Purification of IgG Using Protein A or Protein G

Some strains of Staphylococcus aureus synthesize protein A, a group-specific ligand that binds to the Fc region of IgG from many species (1, 2). Protein A does not bind all subclasses of IgG, e.g., human IgG3, mouse IgG3, sheep IgG1, and some subclasses bind only weakly, e.g., mouse IgG1. For some species, IgG does not bind to protein A at all, e.g., rat, chicken, goat, and some MAbs show abnormal affinity for the protein. These properties make the use of protein A for IgG purification limited in certain cases, although it can be used to an advantage in separating IgG subclasses from mouse serum (3). Protein G (derived from groups C and G Streptococci) also binds to IgG Fc with some differences in species specificity from protein A. Protein G binds to IgG of most species, including rat and goat, and recognizes most subclasses (including human IgG3 and mouse IgG1), but has a lower binding capacity.
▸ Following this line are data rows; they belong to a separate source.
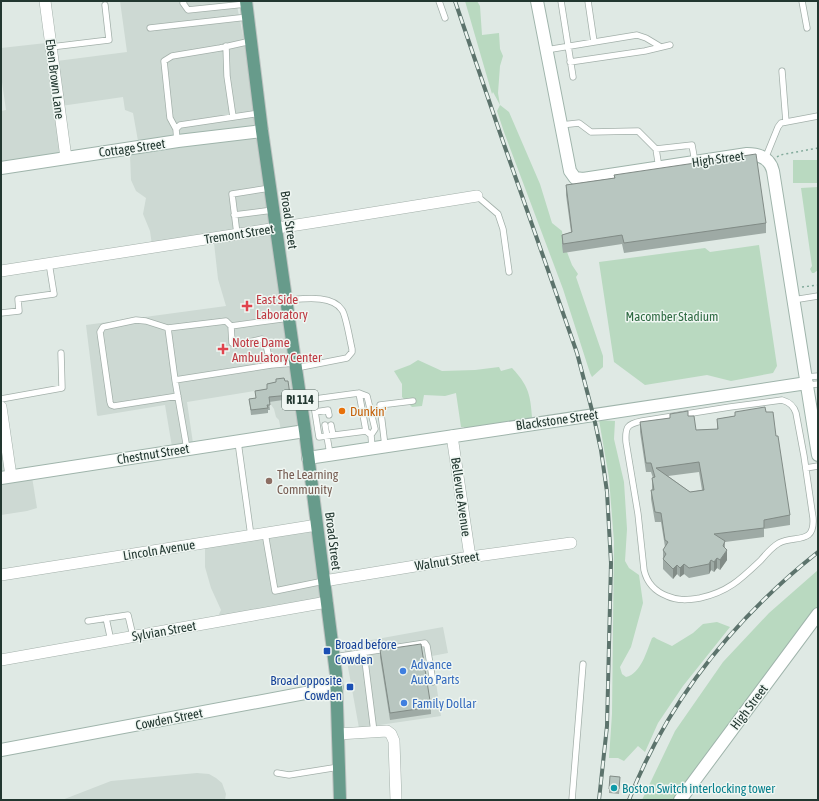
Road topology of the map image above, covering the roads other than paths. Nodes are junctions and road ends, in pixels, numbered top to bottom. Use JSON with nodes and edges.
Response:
{"nodes":[{"id":1,"x":45,"y":1,"type":"edge"},
{"id":2,"x":184,"y":1,"type":"edge"},
{"id":3,"x":439,"y":1,"type":"edge"},
{"id":4,"x":537,"y":1,"type":"edge"},
{"id":5,"x":561,"y":1,"type":"edge"},
{"id":6,"x":588,"y":1,"type":"edge"},
{"id":7,"x":802,"y":1,"type":"edge"},
{"id":8,"x":246,"y":2,"type":"edge"},
{"id":9,"x":105,"y":5,"type":"dead end"},
{"id":10,"x":248,"y":17,"type":"junction"},
{"id":11,"x":445,"y":18,"type":"dead end"},
{"id":12,"x":150,"y":28,"type":"dead end"},
{"id":13,"x":807,"y":28,"type":"dead end"},
{"id":14,"x":251,"y":41,"type":"junction"},
{"id":15,"x":594,"y":42,"type":"junction"},
{"id":16,"x":670,"y":45,"type":"dead end"},
{"id":17,"x":226,"y":46,"type":"junction"},
{"id":18,"x":568,"y":46,"type":"junction"},
{"id":19,"x":51,"y":47,"type":"junction"},
{"id":20,"x":661,"y":47,"type":"junction"},
{"id":21,"x":546,"y":50,"type":"junction"},
{"id":22,"x":570,"y":62,"type":"junction"},
{"id":23,"x":782,"y":71,"type":"dead end"},
{"id":24,"x":573,"y":77,"type":"dead end"},
{"id":25,"x":260,"y":112,"type":"junction"},
{"id":26,"x":233,"y":116,"type":"junction"},
{"id":27,"x":818,"y":116,"type":"edge"},
{"id":28,"x":786,"y":122,"type":"junction"},
{"id":29,"x":561,"y":125,"type":"junction"},
{"id":30,"x":176,"y":129,"type":"junction"},
{"id":31,"x":262,"y":131,"type":"junction"},
{"id":32,"x":177,"y":142,"type":"junction"},
{"id":33,"x":656,"y":149,"type":"junction"},
{"id":34,"x":66,"y":158,"type":"junction"},
{"id":35,"x":767,"y":160,"type":"junction"},
{"id":36,"x":695,"y":162,"type":"junction"},
{"id":37,"x":1,"y":168,"type":"edge"},
{"id":38,"x":660,"y":168,"type":"junction"},
{"id":39,"x":270,"y":188,"type":"junction"},
{"id":40,"x":476,"y":196,"type":"joint"},
{"id":41,"x":273,"y":210,"type":"junction"},
{"id":42,"x":234,"y":216,"type":"junction"},
{"id":43,"x":276,"y":228,"type":"junction"},
{"id":44,"x":237,"y":234,"type":"junction"},
{"id":45,"x":49,"y":263,"type":"junction"},
{"id":46,"x":1,"y":271,"type":"edge"},
{"id":47,"x":509,"y":272,"type":"dead end"},
{"id":48,"x":793,"y":296,"type":"junction"},
{"id":49,"x":818,"y":296,"type":"edge"},
{"id":50,"x":286,"y":300,"type":"junction"},
{"id":51,"x":1,"y":313,"type":"edge"},
{"id":52,"x":289,"y":318,"type":"junction"},
{"id":53,"x":231,"y":326,"type":"junction"},
{"id":54,"x":168,"y":328,"type":"junction"},
{"id":55,"x":61,"y":353,"type":"dead end"},
{"id":56,"x":271,"y":365,"type":"junction"},
{"id":57,"x":295,"y":365,"type":"junction"},
{"id":58,"x":175,"y":380,"type":"junction"},
{"id":59,"x":811,"y":381,"type":"edge"},
{"id":60,"x":360,"y":393,"type":"junction"},
{"id":61,"x":178,"y":396,"type":"junction"},
{"id":62,"x":313,"y":399,"type":"junction"},
{"id":63,"x":1,"y":400,"type":"edge"},
{"id":64,"x":300,"y":401,"type":"junction"},
{"id":65,"x":413,"y":401,"type":"dead end"},
{"id":66,"x":1,"y":407,"type":"edge"},
{"id":67,"x":315,"y":412,"type":"junction"},
{"id":68,"x":325,"y":414,"type":"dead end"},
{"id":69,"x":328,"y":425,"type":"dead end"},
{"id":70,"x":366,"y":430,"type":"junction"},
{"id":71,"x":305,"y":435,"type":"junction"},
{"id":72,"x":371,"y":435,"type":"junction"},
{"id":73,"x":330,"y":436,"type":"junction"},
{"id":74,"x":452,"y":436,"type":"junction"},
{"id":75,"x":319,"y":437,"type":"junction"},
{"id":76,"x":238,"y":441,"type":"junction"},
{"id":77,"x":385,"y":446,"type":"junction"},
{"id":78,"x":372,"y":448,"type":"junction"},
{"id":79,"x":187,"y":449,"type":"junction"},
{"id":80,"x":330,"y":454,"type":"junction"},
{"id":81,"x":818,"y":455,"type":"edge"},
{"id":82,"x":308,"y":458,"type":"junction"},
{"id":83,"x":818,"y":466,"type":"edge"},
{"id":84,"x":806,"y":468,"type":"junction"},
{"id":85,"x":6,"y":477,"type":"edge"},
{"id":86,"x":317,"y":525,"type":"junction"},
{"id":87,"x":265,"y":533,"type":"junction"},
{"id":88,"x":252,"y":536,"type":"junction"},
{"id":89,"x":571,"y":543,"type":"dead end"},
{"id":90,"x":470,"y":557,"type":"junction"},
{"id":91,"x":1,"y":575,"type":"edge"},
{"id":92,"x":324,"y":581,"type":"junction"},
{"id":93,"x":327,"y":602,"type":"junction"},
{"id":94,"x":818,"y":614,"type":"edge"},
{"id":95,"x":106,"y":618,"type":"junction"},
{"id":96,"x":88,"y":621,"type":"dead end"},
{"id":97,"x":133,"y":636,"type":"junction"},
{"id":98,"x":111,"y":640,"type":"junction"},
{"id":99,"x":364,"y":653,"type":"junction"},
{"id":100,"x":334,"y":657,"type":"junction"},
{"id":101,"x":1,"y":660,"type":"edge"},
{"id":102,"x":583,"y":664,"type":"dead end"},
{"id":103,"x":433,"y":682,"type":"dead end"},
{"id":104,"x":337,"y":687,"type":"junction"},
{"id":105,"x":374,"y":732,"type":"junction"},
{"id":106,"x":338,"y":734,"type":"junction"},
{"id":107,"x":1,"y":750,"type":"edge"},
{"id":108,"x":339,"y":767,"type":"junction"},
{"id":109,"x":276,"y":773,"type":"dead end"},
{"id":110,"x":340,"y":800,"type":"edge"},
{"id":111,"x":396,"y":800,"type":"edge"},
{"id":112,"x":572,"y":800,"type":"edge"},
{"id":113,"x":680,"y":800,"type":"edge"}],
"edges":[{"from":1,"to":19,"type":"street","name":"Eben Brown Lane"},
{"from":2,"to":8,"type":"lane"},
{"from":3,"to":11,"type":"lane"},
{"from":4,"to":21,"type":"street","name":"High Street"},
{"from":5,"to":18,"type":"lane"},
{"from":6,"to":15,"type":"lane"},
{"from":7,"to":13,"type":"lane"},
{"from":8,"to":10,"type":"main road","name":"Broad Street","number":"RI 114"},
{"from":9,"to":19,"type":"lane"},
{"from":10,"to":12,"type":"lane"},
{"from":10,"to":14,"type":"main road","name":"Broad Street","number":"RI 114"},
{"from":14,"to":17,"type":"lane"},
{"from":14,"to":25,"type":"main road","name":"Broad Street","number":"RI 114"},
{"from":15,"to":18,"type":"lane"},
{"from":15,"to":20,"type":"lane"},
{"from":16,"to":20,"type":"lane"},
{"from":17,"to":26,"type":"lane"},
{"from":17,"to":30,"type":"lane"},
{"from":18,"to":21,"type":"lane"},
{"from":18,"to":22,"type":"lane"},
{"from":19,"to":34,"type":"street","name":"Eben Brown Lane"},
{"from":20,"to":22,"type":"lane"},
{"from":21,"to":29,"type":"street","name":"High Street"},
{"from":22,"to":24,"type":"lane"},
{"from":23,"to":28,"type":"lane"},
{"from":25,"to":26,"type":"lane"},
{"from":25,"to":31,"type":"main road","name":"Broad Street","number":"RI 114"},
{"from":26,"to":30,"type":"lane"},
{"from":27,"to":28,"type":"lane"},
{"from":28,"to":35,"type":"lane"},
{"from":29,"to":33,"type":"lane"},
{"from":29,"to":38,"type":"street","name":"High Street"},
{"from":30,"to":32,"type":"lane"},
{"from":31,"to":32,"type":"street","name":"Cottage Street"},
{"from":31,"to":39,"type":"main road","name":"Broad Street","number":"RI 114"},
{"from":32,"to":34,"type":"street","name":"Cottage Street"},
{"from":33,"to":36,"type":"lane"},
{"from":33,"to":38,"type":"lane"},
{"from":34,"to":37,"type":"street","name":"Cottage Street"},
{"from":35,"to":36,"type":"street","name":"High Street"},
{"from":35,"to":48,"type":"street"},
{"from":36,"to":38,"type":"street","name":"High Street"},
{"from":39,"to":41,"type":"main road","name":"Broad Street","number":"RI 114"},
{"from":39,"to":42,"type":"lane"},
{"from":40,"to":43,"type":"street","name":"Tremont Street"},
{"from":40,"to":47,"type":"lane"},
{"from":41,"to":42,"type":"lane"},
{"from":41,"to":43,"type":"main road","name":"Broad Street","number":"RI 114"},
{"from":42,"to":44,"type":"lane"},
{"from":43,"to":44,"type":"street","name":"Tremont Street"},
{"from":43,"to":50,"type":"main road","name":"Broad Street","number":"RI 114"},
{"from":44,"to":45,"type":"street","name":"Tremont Street"},
{"from":45,"to":46,"type":"street","name":"Tremont Street"},
{"from":45,"to":51,"type":"lane"},
{"from":48,"to":49,"type":"lane"},
{"from":48,"to":59,"type":"street"},
{"from":50,"to":52,"type":"main road","name":"Broad Street","number":"RI 114"},
{"from":50,"to":57,"type":"lane"},
{"from":52,"to":53,"type":"lane"},
{"from":52,"to":57,"type":"main road","name":"Broad Street","number":"RI 114"},
{"from":53,"to":54,"type":"lane"},
{"from":53,"to":56,"type":"lane"},
{"from":54,"to":58,"type":"lane"},
{"from":54,"to":61,"type":"lane"},
{"from":55,"to":63,"type":"lane"},
{"from":56,"to":57,"type":"lane"},
{"from":56,"to":58,"type":"lane"},
{"from":57,"to":64,"type":"main road","name":"Broad Street","number":"RI 114"},
{"from":58,"to":61,"type":"lane"},
{"from":59,"to":74,"type":"street","name":"Blackstone Street"},
{"from":59,"to":81,"type":"street"},
{"from":60,"to":62,"type":"lane"},
{"from":60,"to":70,"type":"lane"},
{"from":60,"to":72,"type":"lane"},
{"from":61,"to":79,"type":"lane"},
{"from":62,"to":64,"type":"lane"},
{"from":62,"to":67,"type":"lane"},
{"from":64,"to":71,"type":"main road","name":"Broad Street","number":"RI 114"},
{"from":65,"to":77,"type":"lane"},
{"from":66,"to":85,"type":"street"},
{"from":67,"to":68,"type":"lane"},
{"from":67,"to":75,"type":"lane"},
{"from":69,"to":73,"type":"lane"},
{"from":70,"to":72,"type":"lane"},
{"from":70,"to":73,"type":"lane"},
{"from":71,"to":75,"type":"lane"},
{"from":71,"to":76,"type":"street","name":"Chestnut Street"},
{"from":71,"to":82,"type":"main road","name":"Broad Street","number":"RI 114"},
{"from":72,"to":78,"type":"lane"},
{"from":73,"to":75,"type":"lane"},
{"from":73,"to":80,"type":"lane"},
{"from":74,"to":77,"type":"street","name":"Blackstone Street"},
{"from":74,"to":90,"type":"street","name":"Bellevue Avenue"},
{"from":76,"to":79,"type":"street","name":"Chestnut Street"},
{"from":76,"to":88,"type":"lane"},
{"from":77,"to":78,"type":"street","name":"Blackstone Street"},
{"from":78,"to":80,"type":"street","name":"Blackstone Street"},
{"from":79,"to":85,"type":"street","name":"Chestnut Street"},
{"from":80,"to":82,"type":"street","name":"Blackstone Street"},
{"from":82,"to":86,"type":"main road","name":"Broad Street","number":"RI 114"},
{"from":83,"to":84,"type":"lane"},
{"from":84,"to":84,"type":"lane"},
{"from":86,"to":87,"type":"street","name":"Lincoln Avenue"},
{"from":86,"to":92,"type":"main road","name":"Broad Street","number":"RI 114"},
{"from":87,"to":88,"type":"street","name":"Lincoln Avenue"},
{"from":87,"to":92,"type":"lane"},
{"from":88,"to":91,"type":"street","name":"Lincoln Avenue"},
{"from":89,"to":90,"type":"street","name":"Walnut Street"},
{"from":90,"to":92,"type":"street","name":"Walnut Street"},
{"from":92,"to":93,"type":"main road","name":"Broad Street","number":"RI 114"},
{"from":93,"to":97,"type":"street","name":"Sylvian Street"},
{"from":93,"to":100,"type":"main road","name":"Broad Street","number":"RI 114"},
{"from":94,"to":113,"type":"street","name":"High Street"},
{"from":95,"to":96,"type":"lane"},
{"from":95,"to":97,"type":"lane"},
{"from":95,"to":98,"type":"lane"},
{"from":97,"to":98,"type":"street","name":"Sylvian Street"},
{"from":98,"to":101,"type":"street","name":"Sylvian Street"},
{"from":99,"to":100,"type":"lane"},
{"from":99,"to":103,"type":"lane"},
{"from":99,"to":105,"type":"lane"},
{"from":100,"to":104,"type":"main road","name":"Broad Street","number":"RI 114"},
{"from":102,"to":112,"type":"lane"},
{"from":104,"to":106,"type":"main road","name":"Broad Street","number":"RI 114"},
{"from":104,"to":107,"type":"street","name":"Cowden Street"},
{"from":105,"to":106,"type":"street"},
{"from":105,"to":111,"type":"street"},
{"from":106,"to":108,"type":"main road","name":"Broad Street","number":"RI 114"},
{"from":108,"to":109,"type":"lane"},
{"from":108,"to":110,"type":"main road","name":"Broad Street","number":"RI 114"}]}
Protein G also has a high affinity for albumin, although recombinant DNA forms now exist in which the albumin-binding site has been spliced out, and are therefore very useful for affinity chro-matography. Other streptococcal immunoglobulin binding proteins are protein H (binds IgG Fc), protein B, which binds IgA and protein Arp, which binds IgG & IgA. These are not generally available for immunochemical use.